◆ **Work to be completed**:
Go through the listing below and report how many lines contain the word "Ribeiro"; write no other words.
Exercise data below:
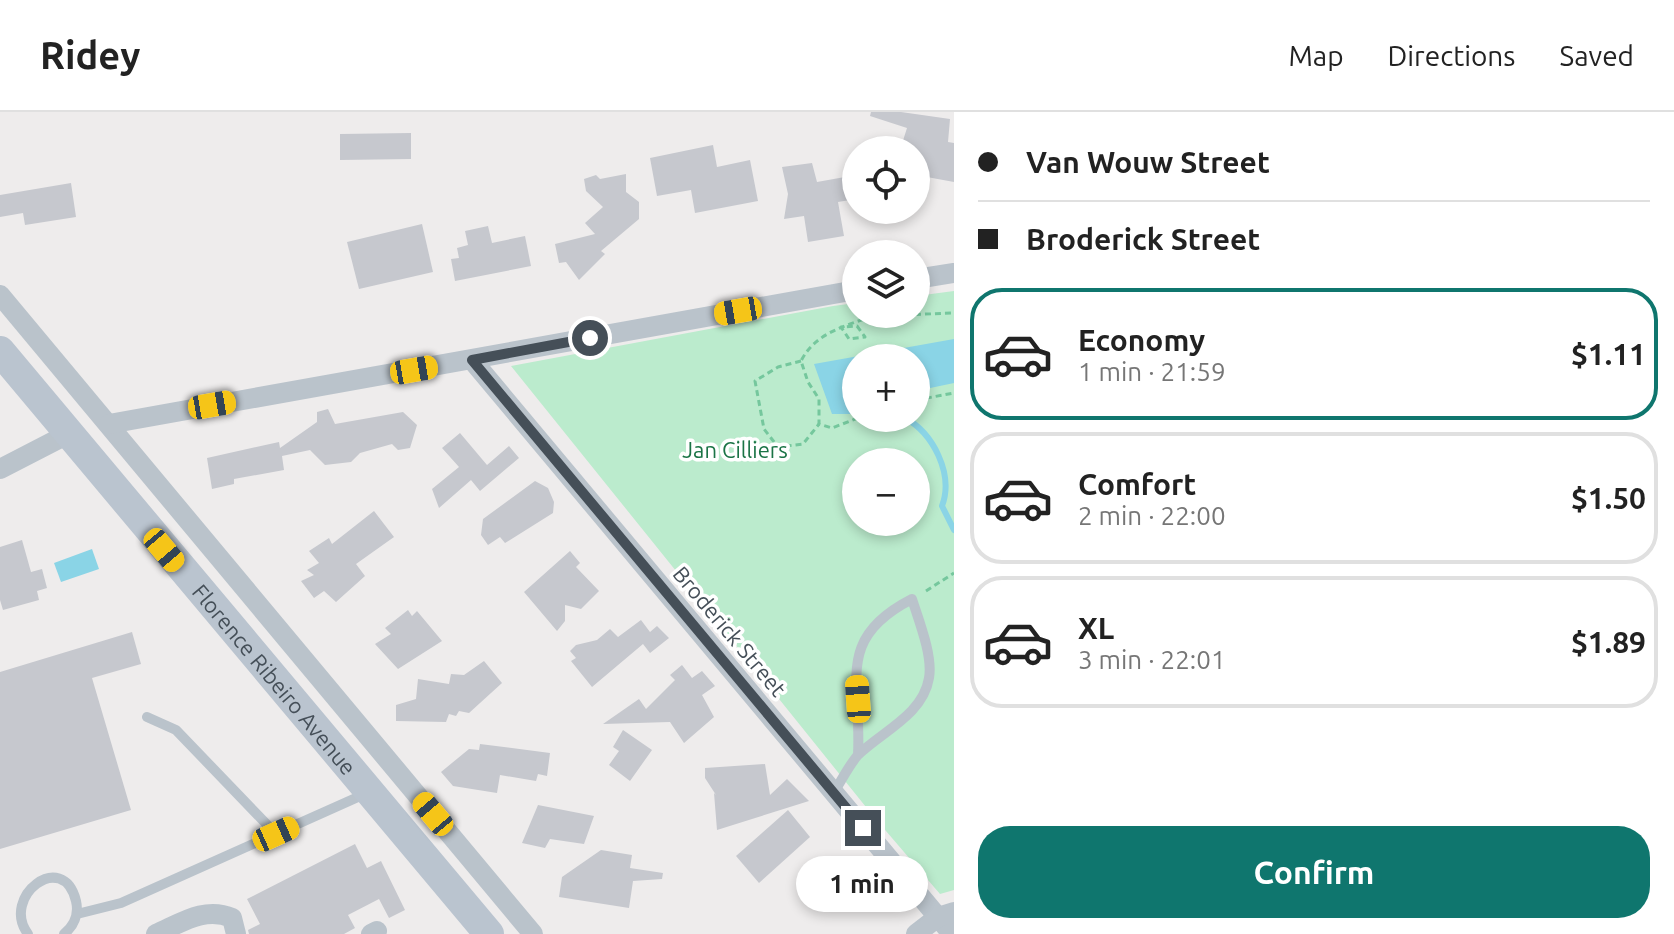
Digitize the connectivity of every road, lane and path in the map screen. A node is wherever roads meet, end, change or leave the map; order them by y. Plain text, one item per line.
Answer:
1 (954, 273) edge
2 (930, 277) edge
3 (842, 293) edge
4 (0, 295) edge
5 (954, 313) edge
6 (930, 314) edge
7 (841, 327) junction
8 (0, 351) edge
9 (472, 360) junction
10 (801, 361) junction
11 (954, 393) edge
12 (930, 397) edge
13 (109, 424) junction
14 (819, 424) junction
15 (842, 424) edge
16 (68, 434) junction
17 (0, 469) edge
18 (171, 499) junction
19 (144, 525) junction
20 (954, 573) edge
21 (944, 579) junction
22 (951, 581) dead end
23 (912, 599) junction
24 (147, 717) dead end
25 (858, 755) junction
26 (369, 792) junction
27 (834, 792) junction
28 (276, 834) junction
29 (77, 914) junction
30 (946, 915) edge
31 (28, 934) edge
32 (64, 934) edge
33 (156, 934) edge
34 (236, 934) edge
35 (489, 934) edge
36 (533, 934) edge
37 (916, 934) edge
38 (952, 934) edge

1 - 2 street
3 - 9 street
4 - 13 street
5 - 6 path
7 - 7 path
7 - 10 path
8 - 16 main road, Florence Ribeiro Avenue
9 - 13 street
9 - 27 street, Broderick Street
10 - 14 path
10 - 14 path
11 - 12 path
13 - 18 street
14 - 15 path
16 - 17 street
16 - 19 main road, Florence Ribeiro Avenue
18 - 19 street
18 - 36 street
19 - 26 main road, Florence Ribeiro Avenue
20 - 21 path
21 - 22 path
21 - 23 path
23 - 25 lane
23 - 25 lane
24 - 28 lane
25 - 27 lane
26 - 28 lane
26 - 35 main road, Florence Ribeiro Avenue
27 - 30 street, Broderick Street
28 - 29 lane
29 - 31 lane
29 - 32 lane
30 - 37 street
30 - 38 street, Broderick Street
33 - 34 street

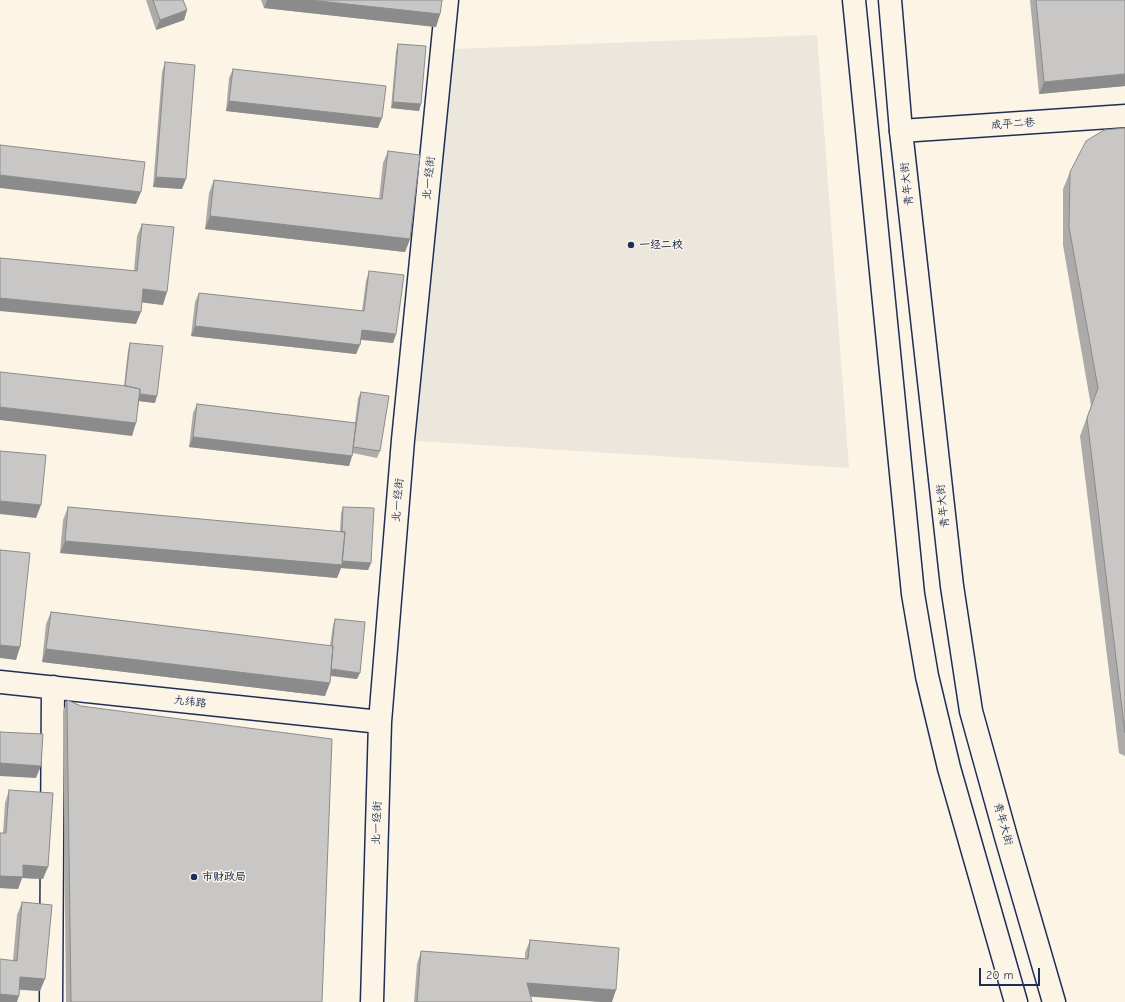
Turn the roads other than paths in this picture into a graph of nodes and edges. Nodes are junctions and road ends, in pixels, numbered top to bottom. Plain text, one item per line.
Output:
1 (447, 0) edge
2 (854, 0) edge
3 (890, 0) edge
4 (1125, 116) edge
5 (901, 131) junction
6 (0, 682) edge
7 (53, 687) junction
8 (380, 722) junction
9 (51, 1002) edge
10 (372, 1002) edge
11 (1016, 1002) edge
12 (1054, 1002) edge

1 - 8 main road, 北一经街
2 - 11 main road
3 - 5 main road, 青年大街
4 - 5 main road, 成平二巷
5 - 12 main road, 青年大街
6 - 7 main road, 九纬路
7 - 8 main road, 九纬路
7 - 9 main road
8 - 10 main road, 北一经街

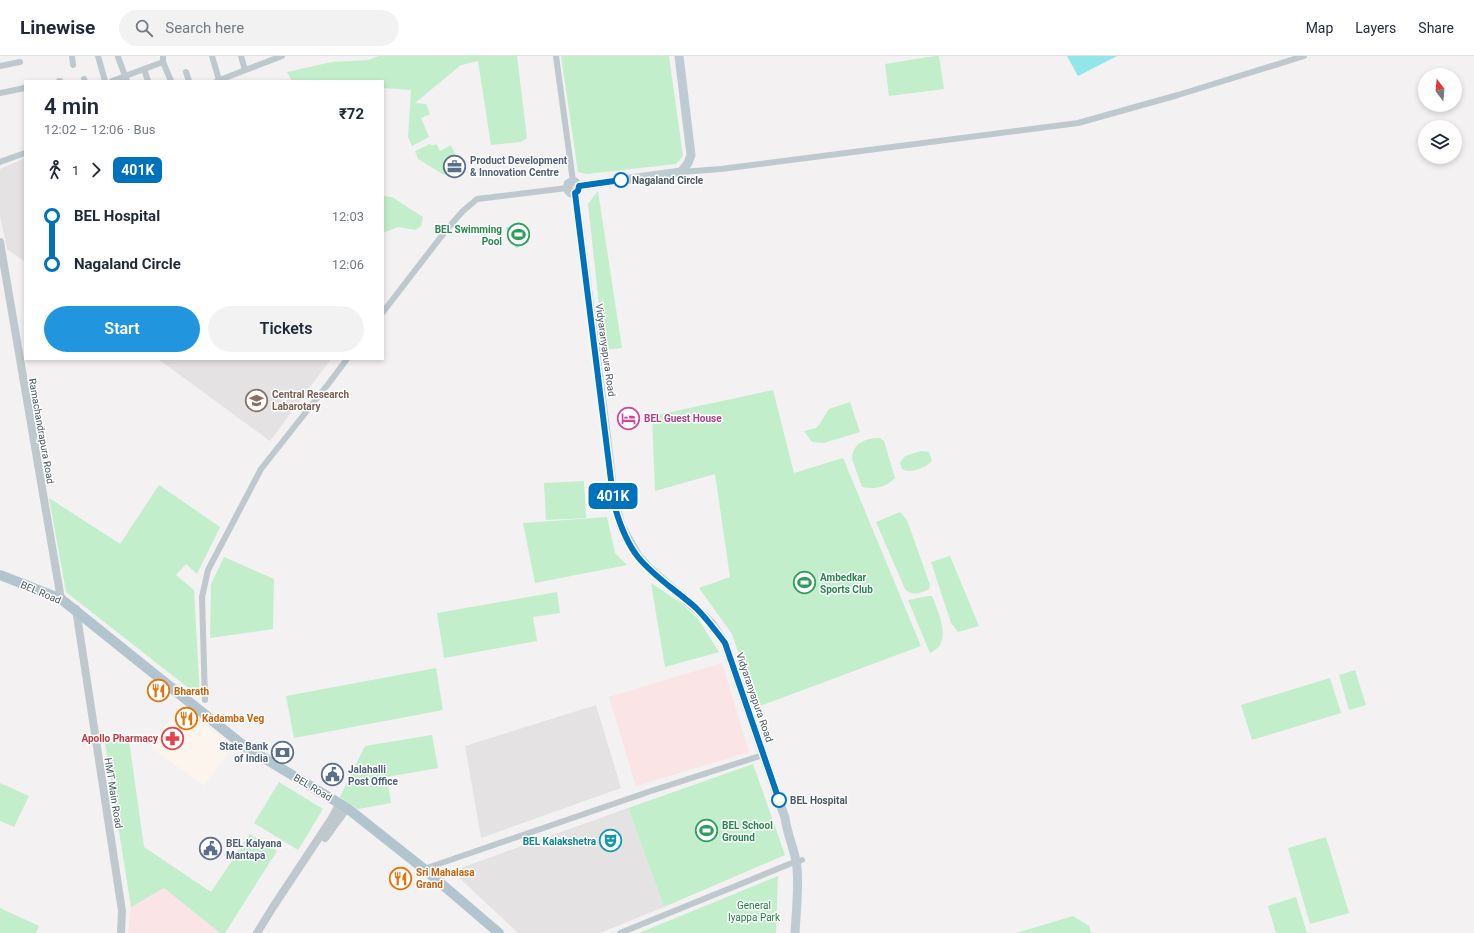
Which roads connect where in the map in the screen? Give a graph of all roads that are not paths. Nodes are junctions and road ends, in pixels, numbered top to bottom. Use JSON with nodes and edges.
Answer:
{"nodes":[{"id":1,"x":72,"y":56,"type":"edge"},
{"id":2,"x":98,"y":56,"type":"edge"},
{"id":3,"x":212,"y":56,"type":"edge"},
{"id":4,"x":241,"y":56,"type":"edge"},
{"id":5,"x":282,"y":56,"type":"edge"},
{"id":6,"x":556,"y":56,"type":"edge"},
{"id":7,"x":679,"y":56,"type":"edge"},
{"id":8,"x":1304,"y":56,"type":"edge"},
{"id":9,"x":118,"y":57,"type":"edge"},
{"id":10,"x":163,"y":59,"type":"edge"},
{"id":11,"x":267,"y":59,"type":"edge"},
{"id":12,"x":20,"y":62,"type":"dead end"},
{"id":13,"x":73,"y":65,"type":"dead end"},
{"id":14,"x":0,"y":66,"type":"edge"},
{"id":15,"x":144,"y":69,"type":"junction"},
{"id":16,"x":245,"y":70,"type":"junction"},
{"id":17,"x":186,"y":72,"type":"dead end"},
{"id":18,"x":126,"y":78,"type":"edge"},
{"id":19,"x":105,"y":80,"type":"edge"},
{"id":20,"x":148,"y":80,"type":"edge"},
{"id":21,"x":170,"y":80,"type":"edge"},
{"id":22,"x":189,"y":80,"type":"edge"},
{"id":23,"x":218,"y":80,"type":"edge"},
{"id":24,"x":220,"y":80,"type":"edge"},
{"id":25,"x":24,"y":88,"type":"edge"},
{"id":26,"x":0,"y":93,"type":"edge"},
{"id":27,"x":24,"y":153,"type":"edge"},
{"id":28,"x":0,"y":162,"type":"edge"},
{"id":29,"x":681,"y":172,"type":"junction"},
{"id":30,"x":574,"y":187,"type":"junction"},
{"id":31,"x":0,"y":242,"type":"edge"},
{"id":32,"x":384,"y":311,"type":"edge"},
{"id":33,"x":346,"y":360,"type":"edge"},
{"id":34,"x":0,"y":575,"type":"edge"},
{"id":35,"x":61,"y":599,"type":"junction"},
{"id":36,"x":76,"y":609,"type":"junction"},
{"id":37,"x":205,"y":700,"type":"dead end"},
{"id":38,"x":763,"y":755,"type":"junction"},
{"id":39,"x":344,"y":806,"type":"junction"},
{"id":40,"x":799,"y":861,"type":"junction"},
{"id":41,"x":424,"y":869,"type":"junction"},
{"id":42,"x":121,"y":933,"type":"edge"},
{"id":43,"x":257,"y":933,"type":"edge"},
{"id":44,"x":263,"y":933,"type":"edge"},
{"id":45,"x":499,"y":933,"type":"edge"},
{"id":46,"x":620,"y":933,"type":"edge"},
{"id":47,"x":795,"y":933,"type":"edge"},
{"id":48,"x":801,"y":933,"type":"edge"}],
"edges":[{"from":1,"to":13,"type":"street"},
{"from":2,"to":19,"type":"street"},
{"from":3,"to":23,"type":"street"},
{"from":4,"to":16,"type":"street"},
{"from":5,"to":11,"type":"street"},
{"from":6,"to":30,"type":"street"},
{"from":7,"to":29,"type":"main road"},
{"from":8,"to":29,"type":"street"},
{"from":9,"to":18,"type":"street"},
{"from":10,"to":15,"type":"street"},
{"from":10,"to":21,"type":"street"},
{"from":11,"to":16,"type":"street"},
{"from":12,"to":14,"type":"street"},
{"from":15,"to":18,"type":"street"},
{"from":15,"to":20,"type":"street"},
{"from":16,"to":24,"type":"street"},
{"from":17,"to":22,"type":"street"},
{"from":25,"to":26,"type":"street"},
{"from":27,"to":28,"type":"street"},
{"from":29,"to":30,"type":"main road"},
{"from":30,"to":32,"type":"street"},
{"from":30,"to":38,"type":"main road","name":"Vidyaranyapura Road"},
{"from":31,"to":35,"type":"street","name":"Ramachandrapura Road"},
{"from":33,"to":37,"type":"street"},
{"from":34,"to":35,"type":"main road","name":"BEL Road"},
{"from":35,"to":36,"type":"main road","name":"BEL Road"},
{"from":36,"to":39,"type":"main road","name":"BEL Road"},
{"from":36,"to":42,"type":"street","name":"HMT Main Road"},
{"from":38,"to":40,"type":"main road","name":"Vidyaranyapura Road"},
{"from":38,"to":41,"type":"street"},
{"from":39,"to":41,"type":"main road","name":"BEL Road"},
{"from":39,"to":43,"type":"street"},
{"from":39,"to":44,"type":"street"},
{"from":40,"to":46,"type":"street"},
{"from":40,"to":47,"type":"main road","name":"Vidyaranyapura Road"},
{"from":40,"to":48,"type":"main road","name":"Vidyaranyapura Road"},
{"from":41,"to":45,"type":"main road","name":"BEL Road"}]}
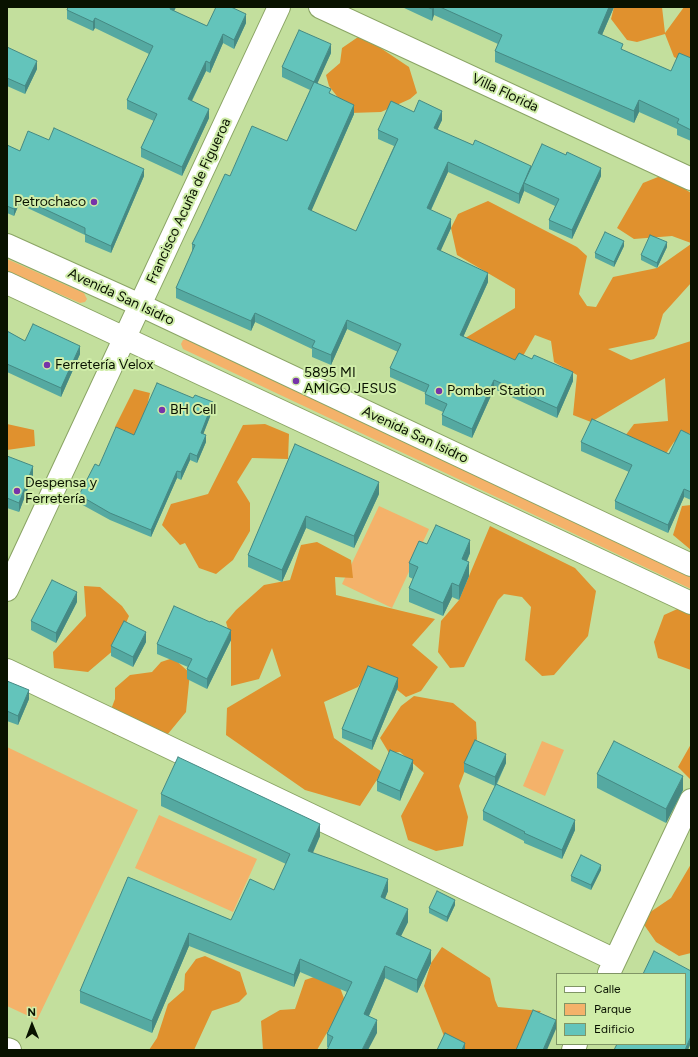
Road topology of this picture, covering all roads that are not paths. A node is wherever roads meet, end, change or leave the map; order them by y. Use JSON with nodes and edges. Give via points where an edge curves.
{"nodes":[{"id":1,"x":279,"y":7,"type":"edge"},
{"id":2,"x":320,"y":7,"type":"edge"},
{"id":3,"x":691,"y":179,"type":"edge"},
{"id":4,"x":7,"y":245,"type":"edge"},
{"id":5,"x":7,"y":283,"type":"edge"},
{"id":6,"x":140,"y":305,"type":"junction"},
{"id":7,"x":126,"y":337,"type":"junction"},
{"id":8,"x":691,"y":565,"type":"edge"},
{"id":9,"x":7,"y":590,"type":"edge"},
{"id":10,"x":691,"y":603,"type":"edge"},
{"id":11,"x":7,"y":670,"type":"edge"},
{"id":12,"x":691,"y":800,"type":"edge"},
{"id":13,"x":612,"y":967,"type":"edge"}],
"edges":[{"from":1,"to":6,"type":"street","name":"Francisco Acuña de Figueroa"},
{"from":2,"to":3,"type":"street","name":"Villa Florida"},
{"from":4,"to":6,"type":"street","name":"Avenida San Isidro"},
{"from":5,"to":7,"type":"street"},
{"from":6,"to":7,"type":"street","name":"Francisco Acuña de Figueroa"},
{"from":6,"to":8,"type":"street","name":"Avenida San Isidro"},
{"from":7,"to":9,"type":"street","name":"Francisco Acuña de Figueroa"},
{"from":7,"to":10,"type":"street"},
{"from":11,"to":13,"type":"street"},
{"from":12,"to":13,"type":"street"}]}
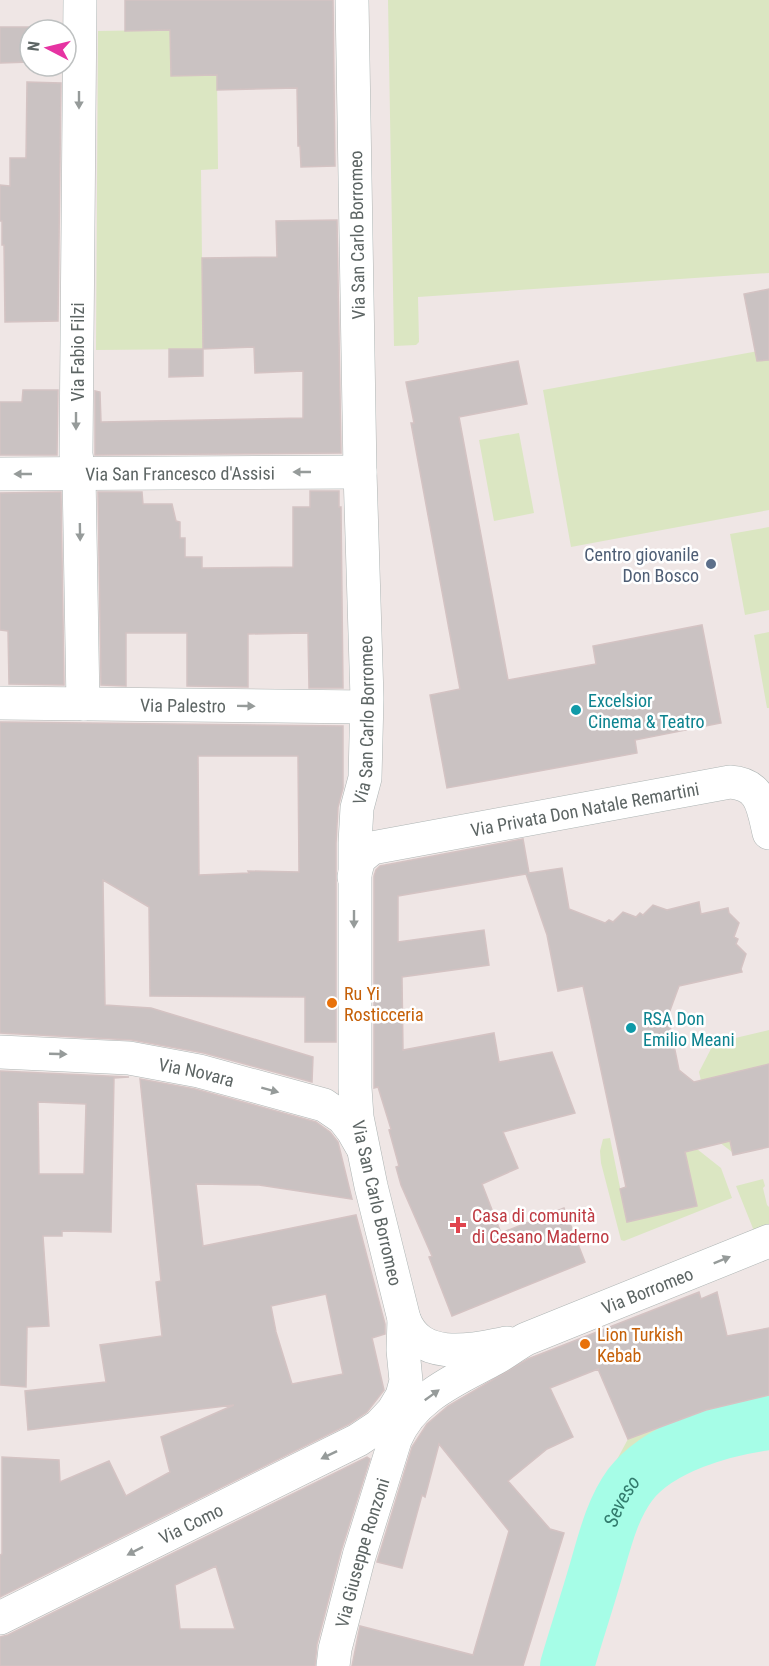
End of Exercise data.
◆ **Result for this task**:
4